* _TASK BRIEF_
Examine the entries and show every line in which the word "Darmpura" is found.
[[ DATA SHOWN, beginning ]]
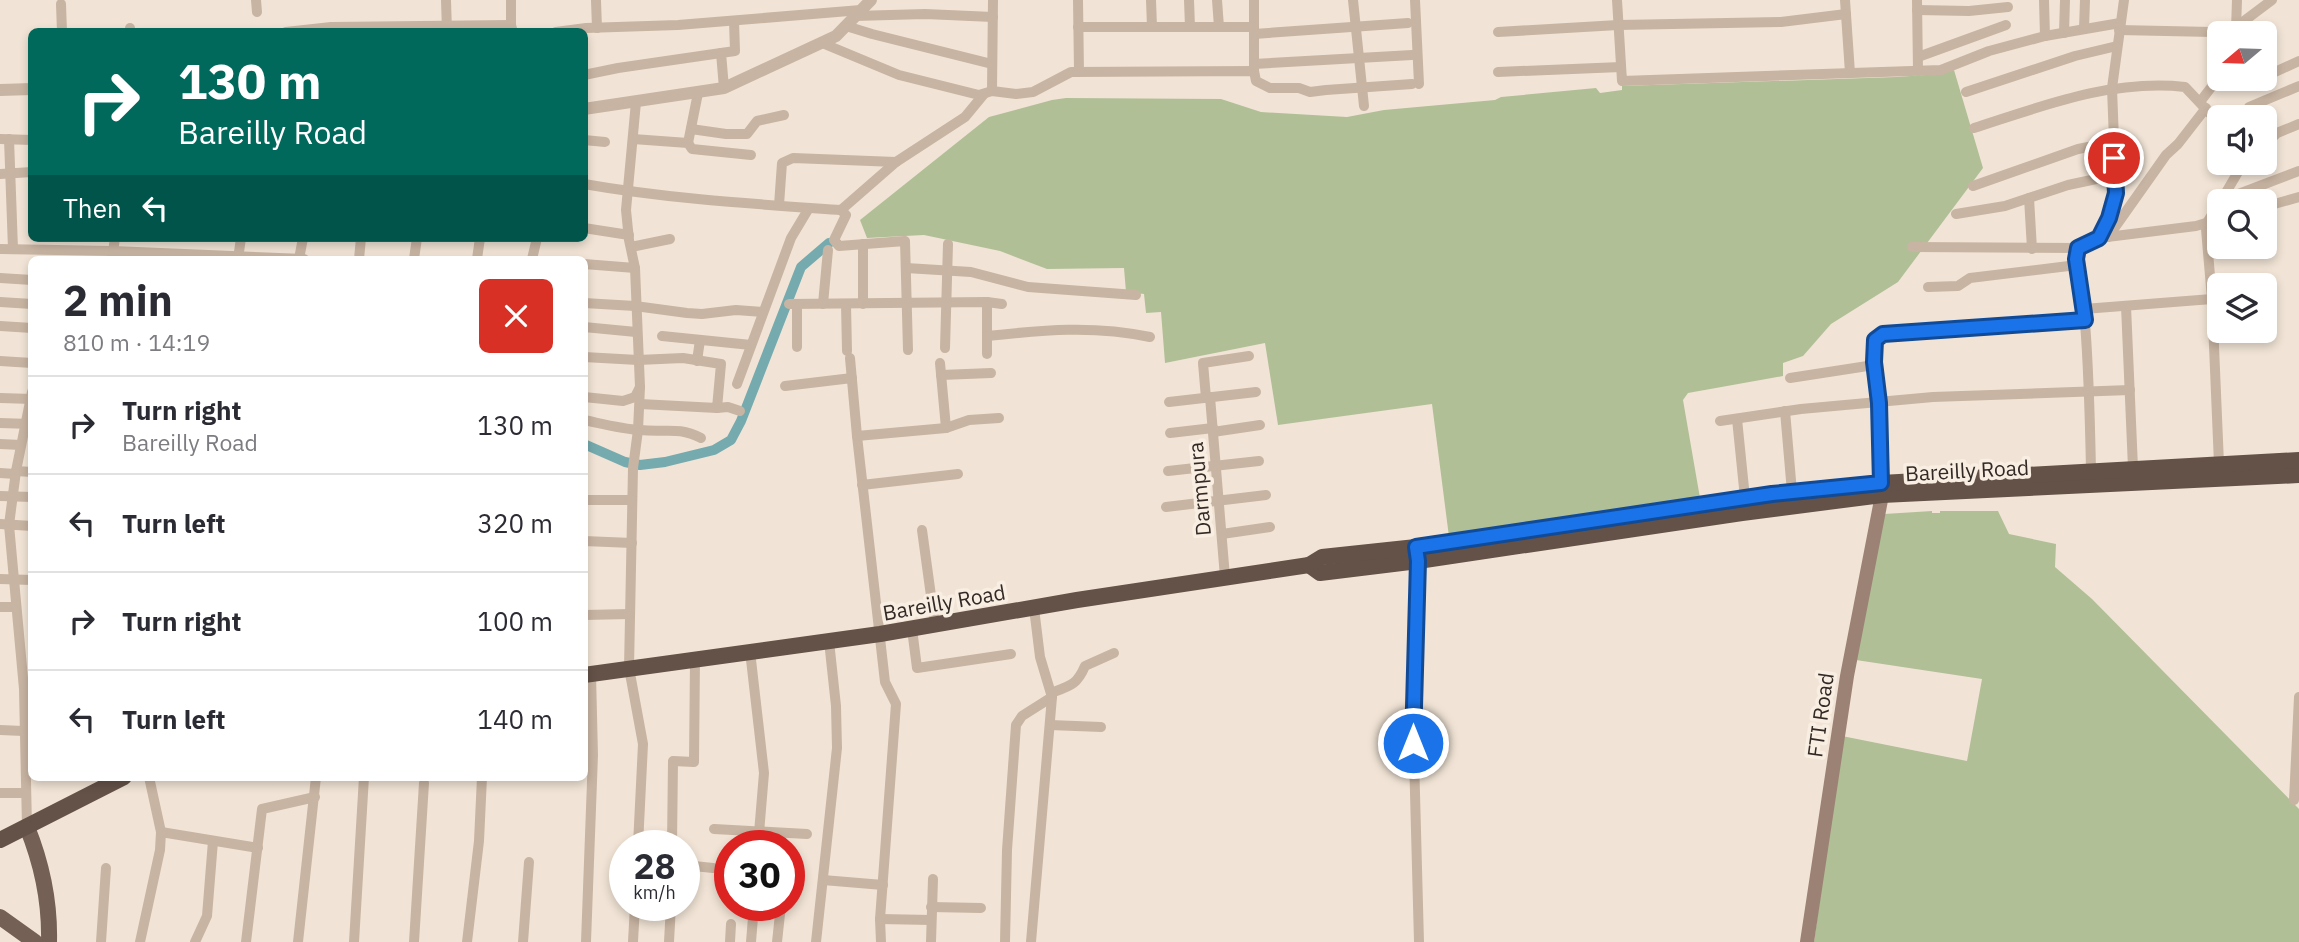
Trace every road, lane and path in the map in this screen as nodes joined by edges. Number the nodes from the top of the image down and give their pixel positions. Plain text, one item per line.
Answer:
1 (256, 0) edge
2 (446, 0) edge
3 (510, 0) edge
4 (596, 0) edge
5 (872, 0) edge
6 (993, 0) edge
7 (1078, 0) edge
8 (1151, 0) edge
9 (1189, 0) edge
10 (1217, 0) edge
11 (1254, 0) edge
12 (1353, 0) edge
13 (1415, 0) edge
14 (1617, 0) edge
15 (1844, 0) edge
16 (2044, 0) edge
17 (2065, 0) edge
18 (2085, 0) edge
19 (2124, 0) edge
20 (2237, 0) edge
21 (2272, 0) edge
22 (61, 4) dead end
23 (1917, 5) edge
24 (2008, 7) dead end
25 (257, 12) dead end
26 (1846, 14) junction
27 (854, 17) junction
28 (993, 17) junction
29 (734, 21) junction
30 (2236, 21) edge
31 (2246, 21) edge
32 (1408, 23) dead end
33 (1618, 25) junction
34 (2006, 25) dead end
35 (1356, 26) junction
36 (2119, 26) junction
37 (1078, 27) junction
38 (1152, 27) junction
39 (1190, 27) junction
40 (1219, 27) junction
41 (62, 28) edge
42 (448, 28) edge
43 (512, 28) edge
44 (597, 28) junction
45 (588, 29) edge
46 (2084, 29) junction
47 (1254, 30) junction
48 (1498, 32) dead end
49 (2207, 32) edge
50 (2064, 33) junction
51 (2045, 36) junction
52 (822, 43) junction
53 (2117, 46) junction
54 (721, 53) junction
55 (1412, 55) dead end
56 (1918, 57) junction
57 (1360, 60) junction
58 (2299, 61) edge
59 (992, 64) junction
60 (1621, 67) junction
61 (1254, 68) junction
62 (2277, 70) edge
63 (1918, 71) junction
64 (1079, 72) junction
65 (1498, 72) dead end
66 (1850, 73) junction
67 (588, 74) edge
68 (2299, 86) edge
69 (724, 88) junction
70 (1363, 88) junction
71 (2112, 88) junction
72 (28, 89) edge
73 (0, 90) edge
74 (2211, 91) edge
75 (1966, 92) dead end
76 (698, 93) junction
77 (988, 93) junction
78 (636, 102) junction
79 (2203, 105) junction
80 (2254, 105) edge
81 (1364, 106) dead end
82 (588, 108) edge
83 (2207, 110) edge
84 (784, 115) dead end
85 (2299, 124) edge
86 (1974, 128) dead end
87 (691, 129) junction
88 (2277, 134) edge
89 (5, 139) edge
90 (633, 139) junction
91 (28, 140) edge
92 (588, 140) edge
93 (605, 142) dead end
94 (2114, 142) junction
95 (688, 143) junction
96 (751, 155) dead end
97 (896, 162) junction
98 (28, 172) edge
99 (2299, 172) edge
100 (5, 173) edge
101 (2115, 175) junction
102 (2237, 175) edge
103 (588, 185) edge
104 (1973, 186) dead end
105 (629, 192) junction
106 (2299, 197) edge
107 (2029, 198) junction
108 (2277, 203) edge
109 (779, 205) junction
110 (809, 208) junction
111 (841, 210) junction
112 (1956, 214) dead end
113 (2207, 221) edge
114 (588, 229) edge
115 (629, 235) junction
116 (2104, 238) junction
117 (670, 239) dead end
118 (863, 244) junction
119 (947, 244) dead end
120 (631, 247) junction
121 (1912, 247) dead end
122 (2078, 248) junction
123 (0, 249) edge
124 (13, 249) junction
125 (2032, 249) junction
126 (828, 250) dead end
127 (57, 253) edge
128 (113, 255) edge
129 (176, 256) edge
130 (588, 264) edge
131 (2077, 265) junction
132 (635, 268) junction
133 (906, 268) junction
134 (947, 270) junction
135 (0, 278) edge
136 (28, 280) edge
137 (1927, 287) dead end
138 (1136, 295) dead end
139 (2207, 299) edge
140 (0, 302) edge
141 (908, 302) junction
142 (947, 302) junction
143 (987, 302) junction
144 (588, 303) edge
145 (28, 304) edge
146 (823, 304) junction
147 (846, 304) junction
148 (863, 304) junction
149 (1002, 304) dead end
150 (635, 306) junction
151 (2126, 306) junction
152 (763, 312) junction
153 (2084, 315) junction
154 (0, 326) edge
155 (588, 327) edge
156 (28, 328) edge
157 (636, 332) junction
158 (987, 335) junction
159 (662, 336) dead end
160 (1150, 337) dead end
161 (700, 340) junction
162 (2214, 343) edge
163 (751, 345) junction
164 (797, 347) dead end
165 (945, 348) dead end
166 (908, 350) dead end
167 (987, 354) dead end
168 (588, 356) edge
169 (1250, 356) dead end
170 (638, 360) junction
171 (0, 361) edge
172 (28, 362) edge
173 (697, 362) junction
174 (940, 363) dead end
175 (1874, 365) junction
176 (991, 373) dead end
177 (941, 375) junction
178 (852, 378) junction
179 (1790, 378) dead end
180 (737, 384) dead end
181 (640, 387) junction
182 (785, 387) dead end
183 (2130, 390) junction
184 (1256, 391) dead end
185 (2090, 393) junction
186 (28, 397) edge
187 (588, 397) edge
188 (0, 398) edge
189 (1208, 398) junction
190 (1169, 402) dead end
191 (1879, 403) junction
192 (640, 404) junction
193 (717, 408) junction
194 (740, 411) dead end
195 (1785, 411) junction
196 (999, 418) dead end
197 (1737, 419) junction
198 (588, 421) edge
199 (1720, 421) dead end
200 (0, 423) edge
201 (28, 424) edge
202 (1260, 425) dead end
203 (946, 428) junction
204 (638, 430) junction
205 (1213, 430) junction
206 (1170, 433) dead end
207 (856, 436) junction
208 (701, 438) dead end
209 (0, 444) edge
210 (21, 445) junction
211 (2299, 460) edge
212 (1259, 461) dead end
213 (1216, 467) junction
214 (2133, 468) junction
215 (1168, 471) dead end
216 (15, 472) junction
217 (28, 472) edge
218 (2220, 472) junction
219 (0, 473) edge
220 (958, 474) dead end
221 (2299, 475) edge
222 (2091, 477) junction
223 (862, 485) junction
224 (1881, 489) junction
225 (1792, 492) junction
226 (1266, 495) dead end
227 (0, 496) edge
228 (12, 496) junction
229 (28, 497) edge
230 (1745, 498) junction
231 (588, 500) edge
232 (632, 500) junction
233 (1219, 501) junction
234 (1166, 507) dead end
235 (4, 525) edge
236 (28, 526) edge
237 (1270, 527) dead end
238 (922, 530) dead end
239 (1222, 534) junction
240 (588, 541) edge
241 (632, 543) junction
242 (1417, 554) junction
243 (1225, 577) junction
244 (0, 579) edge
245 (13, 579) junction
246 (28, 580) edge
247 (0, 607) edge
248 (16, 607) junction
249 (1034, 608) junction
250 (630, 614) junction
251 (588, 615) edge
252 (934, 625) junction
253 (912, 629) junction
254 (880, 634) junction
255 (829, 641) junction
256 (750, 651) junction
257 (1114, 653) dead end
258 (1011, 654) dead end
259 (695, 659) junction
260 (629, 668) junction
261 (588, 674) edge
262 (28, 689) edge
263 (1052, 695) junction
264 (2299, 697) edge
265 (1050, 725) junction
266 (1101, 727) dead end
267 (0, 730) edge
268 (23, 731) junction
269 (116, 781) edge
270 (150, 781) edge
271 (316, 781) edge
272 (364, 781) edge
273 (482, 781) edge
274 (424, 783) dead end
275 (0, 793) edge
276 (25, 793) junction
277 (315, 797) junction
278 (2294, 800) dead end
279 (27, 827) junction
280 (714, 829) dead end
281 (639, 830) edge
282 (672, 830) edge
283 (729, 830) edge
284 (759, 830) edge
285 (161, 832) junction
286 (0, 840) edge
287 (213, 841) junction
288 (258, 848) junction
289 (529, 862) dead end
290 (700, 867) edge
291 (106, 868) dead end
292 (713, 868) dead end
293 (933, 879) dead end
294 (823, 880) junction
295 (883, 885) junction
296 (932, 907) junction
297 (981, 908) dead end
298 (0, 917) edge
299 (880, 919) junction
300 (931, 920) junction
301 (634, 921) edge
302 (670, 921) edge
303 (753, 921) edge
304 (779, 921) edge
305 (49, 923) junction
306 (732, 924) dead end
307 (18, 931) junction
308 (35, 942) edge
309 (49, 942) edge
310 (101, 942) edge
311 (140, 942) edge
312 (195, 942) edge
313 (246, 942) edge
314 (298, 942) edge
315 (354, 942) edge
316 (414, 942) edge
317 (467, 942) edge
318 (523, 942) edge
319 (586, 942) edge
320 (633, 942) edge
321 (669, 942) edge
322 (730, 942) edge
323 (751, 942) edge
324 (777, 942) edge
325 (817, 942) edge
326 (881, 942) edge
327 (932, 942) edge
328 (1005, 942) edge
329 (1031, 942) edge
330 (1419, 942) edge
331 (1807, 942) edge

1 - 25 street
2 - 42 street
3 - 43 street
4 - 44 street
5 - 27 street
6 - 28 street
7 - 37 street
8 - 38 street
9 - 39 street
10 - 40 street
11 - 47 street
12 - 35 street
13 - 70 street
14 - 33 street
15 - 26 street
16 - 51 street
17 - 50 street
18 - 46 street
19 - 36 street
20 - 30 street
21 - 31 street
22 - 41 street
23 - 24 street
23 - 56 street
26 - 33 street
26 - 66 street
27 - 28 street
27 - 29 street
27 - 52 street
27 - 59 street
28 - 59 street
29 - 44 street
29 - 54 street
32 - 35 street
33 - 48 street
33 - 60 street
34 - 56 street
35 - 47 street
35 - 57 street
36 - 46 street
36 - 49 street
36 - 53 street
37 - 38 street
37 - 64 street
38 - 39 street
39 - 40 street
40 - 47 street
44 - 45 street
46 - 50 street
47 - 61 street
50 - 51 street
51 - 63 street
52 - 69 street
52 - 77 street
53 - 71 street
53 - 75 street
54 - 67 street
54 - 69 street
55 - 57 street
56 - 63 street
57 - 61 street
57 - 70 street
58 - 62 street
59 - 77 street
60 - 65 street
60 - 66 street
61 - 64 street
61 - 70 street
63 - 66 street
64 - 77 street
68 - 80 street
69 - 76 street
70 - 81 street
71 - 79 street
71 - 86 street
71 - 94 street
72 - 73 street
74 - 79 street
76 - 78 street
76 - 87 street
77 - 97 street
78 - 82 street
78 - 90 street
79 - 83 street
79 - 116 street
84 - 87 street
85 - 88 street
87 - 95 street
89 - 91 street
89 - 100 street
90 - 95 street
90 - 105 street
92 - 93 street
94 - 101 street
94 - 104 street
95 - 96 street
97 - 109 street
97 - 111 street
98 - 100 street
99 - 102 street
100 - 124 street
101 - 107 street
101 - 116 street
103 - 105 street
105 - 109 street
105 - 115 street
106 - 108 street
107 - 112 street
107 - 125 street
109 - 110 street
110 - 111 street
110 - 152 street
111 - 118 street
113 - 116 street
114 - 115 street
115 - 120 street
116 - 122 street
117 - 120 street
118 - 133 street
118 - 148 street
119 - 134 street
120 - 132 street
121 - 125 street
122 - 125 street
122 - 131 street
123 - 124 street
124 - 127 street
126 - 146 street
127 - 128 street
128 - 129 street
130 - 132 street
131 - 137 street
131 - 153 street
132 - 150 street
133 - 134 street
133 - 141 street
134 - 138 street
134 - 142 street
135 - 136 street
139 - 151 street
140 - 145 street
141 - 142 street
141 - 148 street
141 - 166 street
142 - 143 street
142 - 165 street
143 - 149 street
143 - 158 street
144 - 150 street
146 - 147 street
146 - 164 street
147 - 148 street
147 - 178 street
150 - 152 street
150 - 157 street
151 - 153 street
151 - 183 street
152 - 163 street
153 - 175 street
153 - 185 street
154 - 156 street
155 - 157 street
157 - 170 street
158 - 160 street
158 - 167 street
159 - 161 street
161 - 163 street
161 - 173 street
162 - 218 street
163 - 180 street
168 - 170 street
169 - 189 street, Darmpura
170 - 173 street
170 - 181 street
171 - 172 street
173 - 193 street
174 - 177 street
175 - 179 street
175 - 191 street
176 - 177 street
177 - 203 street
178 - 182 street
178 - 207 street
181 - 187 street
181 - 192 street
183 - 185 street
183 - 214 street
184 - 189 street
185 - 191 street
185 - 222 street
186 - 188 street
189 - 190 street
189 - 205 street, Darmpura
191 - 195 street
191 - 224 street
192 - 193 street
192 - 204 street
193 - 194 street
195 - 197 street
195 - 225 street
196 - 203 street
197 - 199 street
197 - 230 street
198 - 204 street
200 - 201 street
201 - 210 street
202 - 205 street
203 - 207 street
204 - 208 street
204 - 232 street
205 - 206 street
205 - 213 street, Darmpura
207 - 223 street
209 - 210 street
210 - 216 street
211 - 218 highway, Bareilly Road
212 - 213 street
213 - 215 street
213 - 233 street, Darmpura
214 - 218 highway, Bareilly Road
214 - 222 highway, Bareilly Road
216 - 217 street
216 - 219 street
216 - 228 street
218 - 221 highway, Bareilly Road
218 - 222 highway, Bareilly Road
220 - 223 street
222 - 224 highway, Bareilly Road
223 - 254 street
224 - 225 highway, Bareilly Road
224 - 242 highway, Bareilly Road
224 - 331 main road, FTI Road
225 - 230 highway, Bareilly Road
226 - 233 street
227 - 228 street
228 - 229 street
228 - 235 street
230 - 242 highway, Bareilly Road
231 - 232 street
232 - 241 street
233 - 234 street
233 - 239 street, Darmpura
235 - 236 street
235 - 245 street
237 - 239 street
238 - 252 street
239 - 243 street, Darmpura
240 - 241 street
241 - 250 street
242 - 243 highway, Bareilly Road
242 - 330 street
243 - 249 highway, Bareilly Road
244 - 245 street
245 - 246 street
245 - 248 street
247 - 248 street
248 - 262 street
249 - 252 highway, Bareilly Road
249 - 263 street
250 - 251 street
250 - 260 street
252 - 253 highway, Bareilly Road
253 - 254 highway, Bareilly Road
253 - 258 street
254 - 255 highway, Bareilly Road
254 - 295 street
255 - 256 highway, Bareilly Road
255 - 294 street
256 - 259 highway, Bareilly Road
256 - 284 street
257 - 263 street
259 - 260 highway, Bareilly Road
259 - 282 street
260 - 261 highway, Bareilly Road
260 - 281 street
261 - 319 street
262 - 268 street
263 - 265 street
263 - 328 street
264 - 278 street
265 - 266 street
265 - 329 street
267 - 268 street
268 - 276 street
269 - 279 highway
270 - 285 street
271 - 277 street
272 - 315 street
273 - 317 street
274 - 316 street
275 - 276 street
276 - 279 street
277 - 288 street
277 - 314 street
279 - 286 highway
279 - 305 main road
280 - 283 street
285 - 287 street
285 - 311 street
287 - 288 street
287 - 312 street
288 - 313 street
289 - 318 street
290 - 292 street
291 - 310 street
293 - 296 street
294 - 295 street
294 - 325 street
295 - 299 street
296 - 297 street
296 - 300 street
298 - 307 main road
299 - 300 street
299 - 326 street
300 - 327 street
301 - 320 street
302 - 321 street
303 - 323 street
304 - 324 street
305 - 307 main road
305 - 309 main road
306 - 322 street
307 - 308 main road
[[ DATA SHOWN, end ]]
* _RESULT_
169 - 189 street, Darmpura
189 - 205 street, Darmpura
205 - 213 street, Darmpura
213 - 233 street, Darmpura
233 - 239 street, Darmpura
239 - 243 street, Darmpura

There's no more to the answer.